Disk drive shipments rise, revenues fall
Despite a strong fourth quarter performance, the hard disk drive (HDD) industry in 1998 experienced its slowest growth in more than a decade, according to a recent report from TrendFOCUS, a Palo Alto, CA-based research firm.
While worldwide HDD unit shipments increased 11% to nearly 145 million, industry revenues fell 1% to $25.7 billion. During the first three quarters of 1998, HDD vendors suffered through an inventory glut and rapidly eroding price margins. In the fourth quarter, shipments increased 23% over the same time frame in 1997, and accounted for the majority of 1998`s modest gains. As the year ended, HDD vendors corrected inventory levels and PC sales increased, resulting in higher drive demand.
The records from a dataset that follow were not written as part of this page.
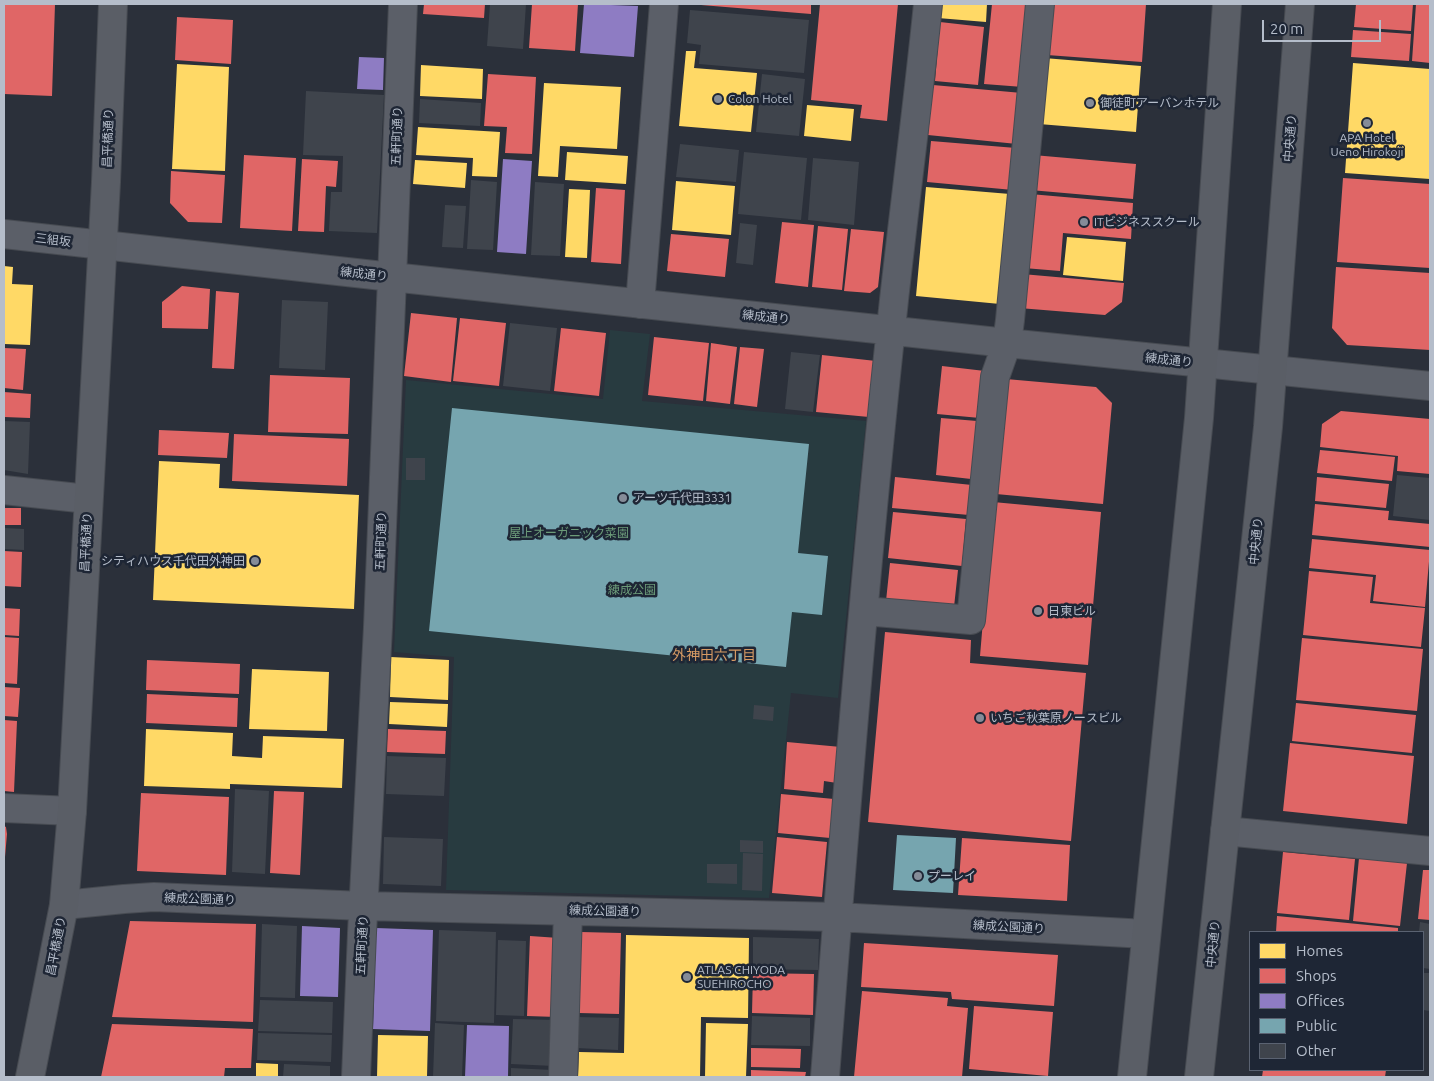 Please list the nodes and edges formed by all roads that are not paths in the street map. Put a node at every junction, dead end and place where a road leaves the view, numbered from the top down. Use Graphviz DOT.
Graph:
graph roads {
  1 [pos="113,4"];
  2 [pos="403,4"];
  3 [pos="664,4"];
  4 [pos="928,4"];
  5 [pos="1040,4"];
  6 [pos="1227,4"];
  7 [pos="1300,4"];
  8 [pos="4,234"];
  9 [pos="102,246"];
  10 [pos="392,277"];
  11 [pos="640,304"];
  12 [pos="891,331"];
  13 [pos="1007,343"];
  14 [pos="1203,364"];
  15 [pos="1273,371"];
  16 [pos="1430,386"];
  17 [pos="4,490"];
  18 [pos="88,499"];
  19 [pos="864,610"];
  20 [pos="4,808"];
  21 [pos="72,811"];
  22 [pos="1225,831"];
  23 [pos="1430,851"];
  24 [pos="64,905"];
  25 [pos="363,906"];
  26 [pos="568,911"];
  27 [pos="837,916"];
  28 [pos="1146,934"];
  29 [pos="30,1077"];
  30 [pos="356,1077"];
  31 [pos="563,1077"];
  32 [pos="825,1077"];
  33 [pos="1132,1077"];
  34 [pos="1199,1077"];
  1 -- 9 [label="main road, 昌平橋通り"];
  2 -- 10 [label="street, 五軒町通り"];
  3 -- 11 [label="street"];
  4 -- 12 [label="street"];
  5 -- 13 [label="street"];
  6 -- 14 [label="main road"];
  7 -- 15 [label="main road, 中央通り"];
  8 -- 9 [label="street, 三組坂"];
  9 -- 10 [label="street, 練成通り"];
  9 -- 18 [label="main road, 昌平橋通り"];
  10 -- 11 [label="street, 練成通り"];
  10 -- 25 [label="street, 五軒町通り"];
  11 -- 12 [label="street, 練成通り"];
  12 -- 13 [label="street, 練成通り"];
  12 -- 19 [label="street"];
  13 -- 14 [label="street, 練成通り"];
  13 -- 19 [label="street"];
  14 -- 15 [label="street, 練成通り"];
  14 -- 28 [label="main road"];
  15 -- 16 [label="street, 練成通り"];
  15 -- 22 [label="main road, 中央通り"];
  17 -- 18 [label="street"];
  18 -- 21 [label="main road, 昌平橋通り"];
  19 -- 27 [label="street"];
  20 -- 21 [label="street"];
  21 -- 24 [label="main road, 昌平橋通り"];
  22 -- 23 [label="street"];
  22 -- 34 [label="main road, 中央通り"];
  24 -- 25 [label="street, 練成公園通り"];
  24 -- 29 [label="main road, 昌平橋通り"];
  25 -- 26 [label="street, 練成公園通り"];
  25 -- 30 [label="street, 五軒町通り"];
  26 -- 27 [label="street, 練成公園通り"];
  26 -- 31 [label="street"];
  27 -- 28 [label="street, 練成公園通り"];
  27 -- 32 [label="street"];
  28 -- 33 [label="main road"];
}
"The biggest driver for demand is the PC market. Whatever that industry does has an abnormally large affect one way or another on the drive industry," says John Donovan, TrendFOCUS vice president. Donovan says the "purging" of the worldwide HDD inventory resulted in a new model for how major PC OEMs order drives, which may ironically prove to be a double-edged sword. Without extra drives on the shelves, HDD vendors are receiving "true demand orders," but they`re given shorter product-delivery windows. PC OEMs, preferring now to work order-to-order, no longer provide long-term forecasts of anticipated needs.
"The good side of this is you`re getting a true demand picture, but the bad side is that a drive vendor can get shut down pretty quick," says Donovan. "Right now, it`s really good because there`s no channel inventory."
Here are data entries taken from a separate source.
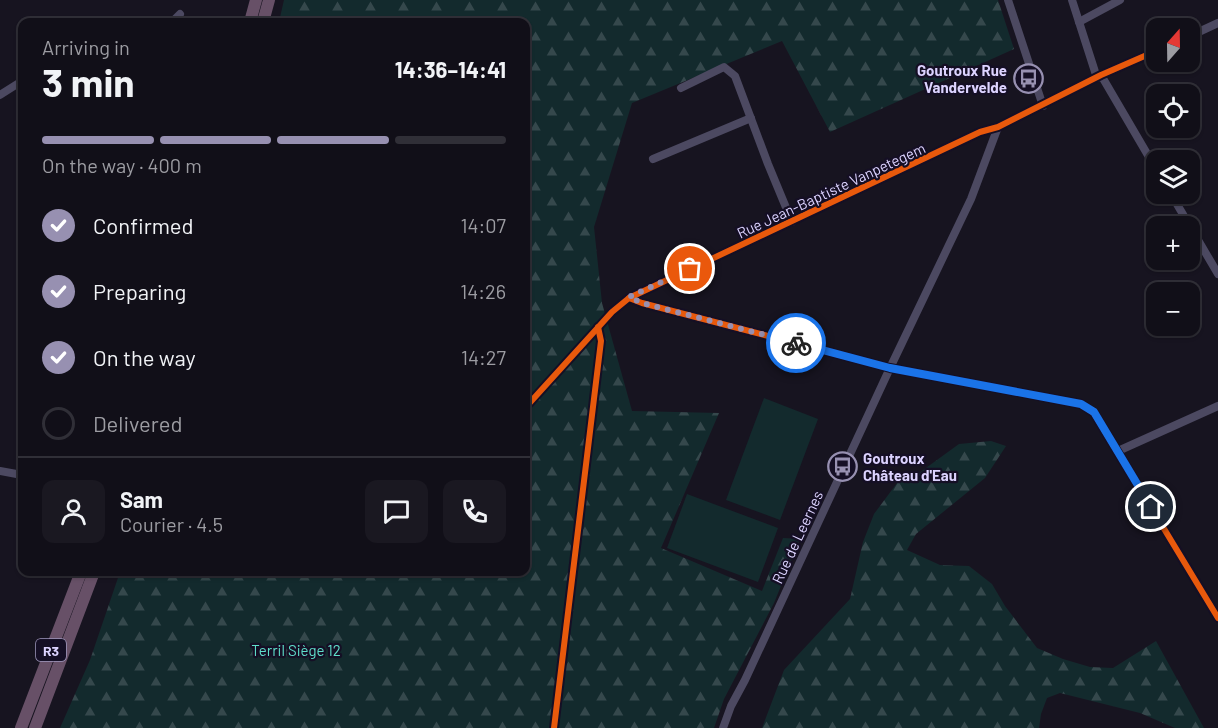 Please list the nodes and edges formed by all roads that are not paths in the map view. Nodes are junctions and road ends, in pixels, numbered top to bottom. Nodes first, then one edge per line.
1 (256, 0) edge
2 (269, 0) edge
3 (1008, 0) edge
4 (1072, 0) edge
5 (1120, 0) edge
6 (180, 14) dead end
7 (176, 18) edge
8 (251, 18) edge
9 (264, 18) edge
10 (1079, 22) junction
11 (1218, 23) edge
12 (1200, 31) edge
13 (1146, 55) edge
14 (1099, 76) junction
15 (18, 84) edge
16 (681, 88) dead end
17 (0, 95) edge
18 (1043, 106) junction
19 (751, 118) junction
20 (998, 127) junction
21 (1146, 153) edge
22 (653, 159) dead end
23 (1177, 204) edge
24 (792, 222) junction
25 (1218, 274) edge
26 (629, 297) junction
27 (890, 368) junction
28 (530, 402) edge
29 (1218, 406) edge
30 (1118, 451) junction
31 (0, 471) edge
32 (18, 474) edge
33 (79, 576) edge
34 (92, 576) edge
35 (1218, 618) edge
36 (21, 728) edge
37 (35, 728) edge
38 (723, 728) edge

1 - 8 highway
2 - 9 highway
3 - 18 street
4 - 10 street
5 - 10 street
6 - 7 street
10 - 14 street
11 - 12 street
13 - 14 street, Rue Jean-Baptiste Vanpetegem
14 - 18 street, Rue Jean-Baptiste Vanpetegem
14 - 21 street
15 - 17 street
16 - 19 street
18 - 20 street, Rue Jean-Baptiste Vanpetegem
19 - 22 street
19 - 24 street
20 - 24 street, Rue Jean-Baptiste Vanpetegem
20 - 27 street, Rue de Leernes
23 - 25 street
24 - 26 street, Rue Jean-Baptiste Vanpetegem
26 - 27 street
26 - 28 street, Rue Jean-Baptiste Vanpetegem
27 - 30 street
27 - 38 street, Rue de Leernes
29 - 30 street
30 - 35 street
31 - 32 street
33 - 36 highway, R3
34 - 37 highway, R3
From a form factor standpoint, the big winners and losers among 1998 unit shipments were 3.5-inch and 5.25-inch drives, respectively. With more than 121 million drives shipped in 1998, 3.5-inch drives had the largest (19%) percentage gain. But 5.25-inch drive shipments dropped 52% to slightly more than 4.6 million units.
The top three HDD vendors--Seagate Technology, Quantum, and Western Digital--lost a combined 10.3% market share in 1998 after altering production schedules to reduce inventories. On the other hand, Maxtor, Fujitsu, IBM, and Samsung gained market share as they increased production. Donovan says continued intense competition could lead to more consolidation.
Donovan says unit shipments in the first quarter of this year have been above average. "Normally after a strong Q4, there`s a substantial dip, but this year it doesn`t appear to be as severe."